(Task to carry out) The answer should consist of the records below, repeated exactly, and no pictures.

(Extracted information)
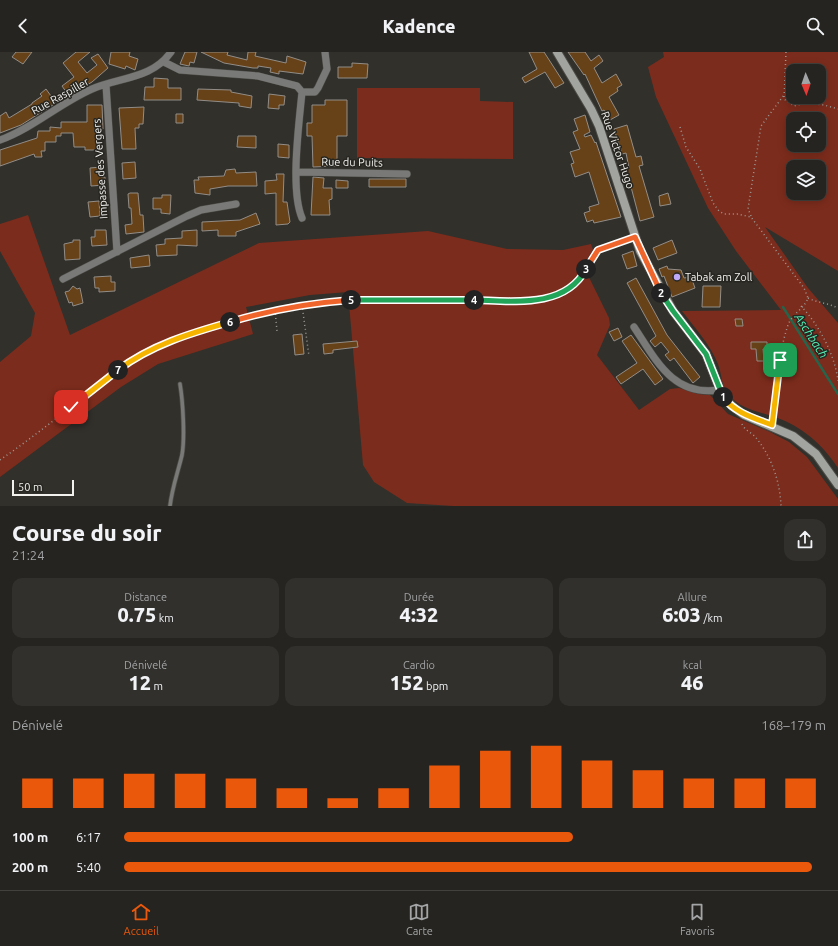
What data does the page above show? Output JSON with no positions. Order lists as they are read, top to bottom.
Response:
{
  "streets": {
    "street": [
      "Rue Raspiller",
      "Rue Victor Hugo",
      "Rue du Puits",
      "Impasse des Vergers"
    ]
  },
  "crossings": [
    ["Rue Raspiller", "Impasse des Vergers"]
  ],
  "water": ["Aschbach"],
  "places": ["Tabak am Zoll"],
  "scale_bar": "50 m",
  "north": "bottom",
  "page": {
    "header": "Kadence",
    "pins": [
      "3",
      "2",
      "4",
      "5",
      "6",
      "7",
      "1"
    ],
    "scale": "50 m",
    "heading": ["Course du soir", "21:24"],
    "stats": [
      ["Distance", "0.75 km"],
      ["Durée", "4:32"],
      ["Allure", "6:03 /km"],
      ["Dénivelé", "12 m"],
      ["Cardio", "152 bpm"],
      ["kcal", "46"]
    ],
    "chart": ["Dénivelé", "168–179 m"],
    "list": [
      {
        "name": "100 m",
        "note": "6:17"
      },
      {
        "name": "200 m",
        "note": "5:40"
      }
    ],
    "tabs": ["Accueil", "Carte", "Favoris"]
  }
}
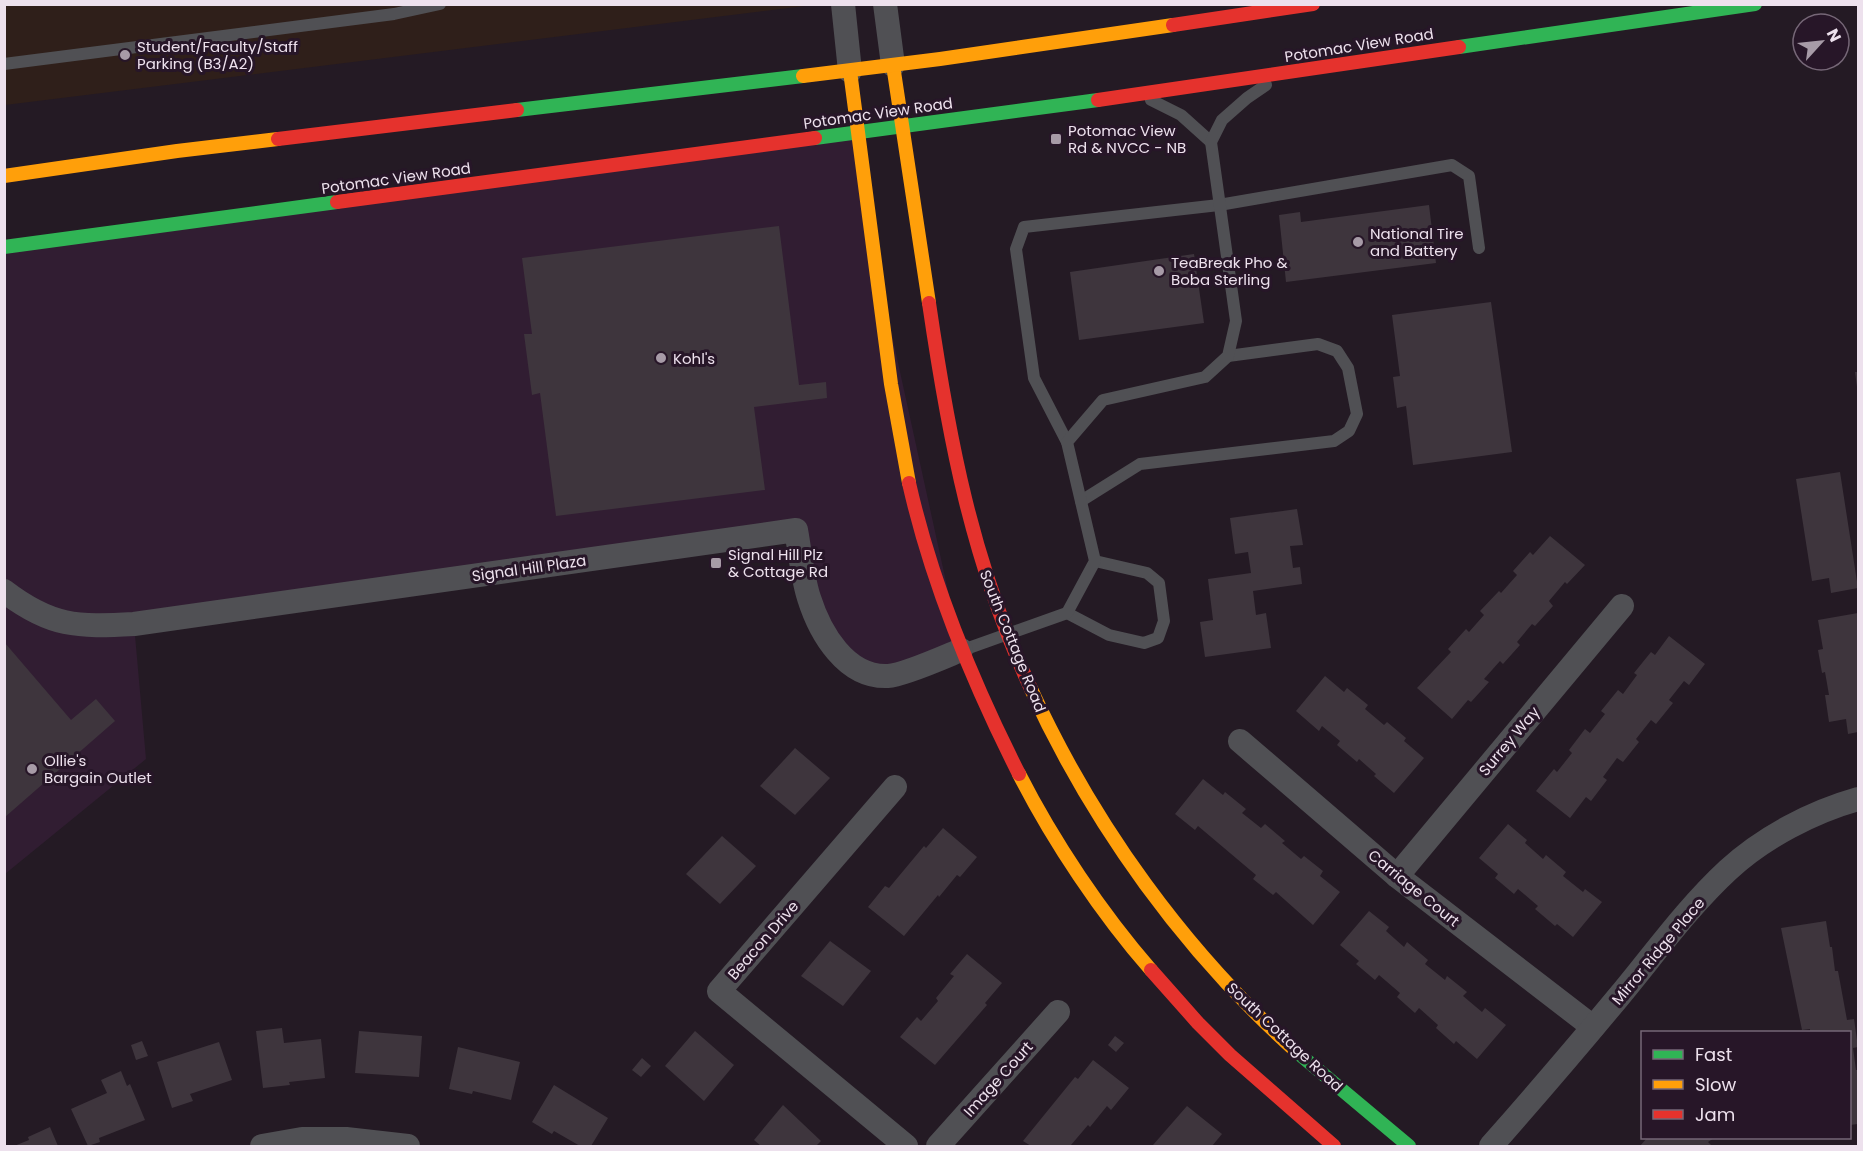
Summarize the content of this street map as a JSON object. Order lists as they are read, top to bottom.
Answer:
{
  "streets": {
    "main road": ["Potomac View Road", "South Cottage Road"],
    "street": [
      "Signal Hill Plaza",
      "Surrey Way",
      "Carriage Court",
      "Beacon Drive",
      "Mirror Ridge Place",
      "Image Court"
    ]
  },
  "crossings": [
    ["Potomac View Road", "South Cottage Road"],
    ["Surrey Way", "Carriage Court"],
    ["Carriage Court", "Mirror Ridge Place"]
  ],
  "places": {
    "other": [
      "Student/Faculty/Staff Parking (B3/A2)",
      "National Tire and Battery",
      "TeaBreak Pho & Boba Sterling",
      "Kohl's",
      "Ollie's Bargain Outlet"
    ],
    "transit": ["Potomac View Rd & NVCC - NB", "Signal Hill Plz & Cottage Rd"]
  },
  "legend": ["Fast", "Slow", "Jam"],
  "north": "top right"
}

(Task solution)
What data does the page above show? Output JSON with no positions. Order lists as they are read, top to bottom.
Response:
{
  "streets": {
    "street": [
      "Rue Raspiller",
      "Rue Victor Hugo",
      "Rue du Puits",
      "Impasse des Vergers"
    ]
  },
  "crossings": [
    ["Rue Raspiller", "Impasse des Vergers"]
  ],
  "water": ["Aschbach"],
  "places": ["Tabak am Zoll"],
  "scale_bar": "50 m",
  "north": "bottom",
  "page": {
    "header": "Kadence",
    "pins": [
      "3",
      "2",
      "4",
      "5",
      "6",
      "7",
      "1"
    ],
    "scale": "50 m",
    "heading": ["Course du soir", "21:24"],
    "stats": [
      ["Distance", "0.75 km"],
      ["Durée", "4:32"],
      ["Allure", "6:03 /km"],
      ["Dénivelé", "12 m"],
      ["Cardio", "152 bpm"],
      ["kcal", "46"]
    ],
    "chart": ["Dénivelé", "168–179 m"],
    "list": [
      {
        "name": "100 m",
        "note": "6:17"
      },
      {
        "name": "200 m",
        "note": "5:40"
      }
    ],
    "tabs": ["Accueil", "Carte", "Favoris"]
  }
}
Summarize the content of this street map as a JSON object. Order lists as they are read, top to bottom.
Answer:
{
  "streets": {
    "main road": ["Potomac View Road", "South Cottage Road"],
    "street": [
      "Signal Hill Plaza",
      "Surrey Way",
      "Carriage Court",
      "Beacon Drive",
      "Mirror Ridge Place",
      "Image Court"
    ]
  },
  "crossings": [
    ["Potomac View Road", "South Cottage Road"],
    ["Surrey Way", "Carriage Court"],
    ["Carriage Court", "Mirror Ridge Place"]
  ],
  "places": {
    "other": [
      "Student/Faculty/Staff Parking (B3/A2)",
      "National Tire and Battery",
      "TeaBreak Pho & Boba Sterling",
      "Kohl's",
      "Ollie's Bargain Outlet"
    ],
    "transit": ["Potomac View Rd & NVCC - NB", "Signal Hill Plz & Cottage Rd"]
  },
  "legend": ["Fast", "Slow", "Jam"],
  "north": "top right"
}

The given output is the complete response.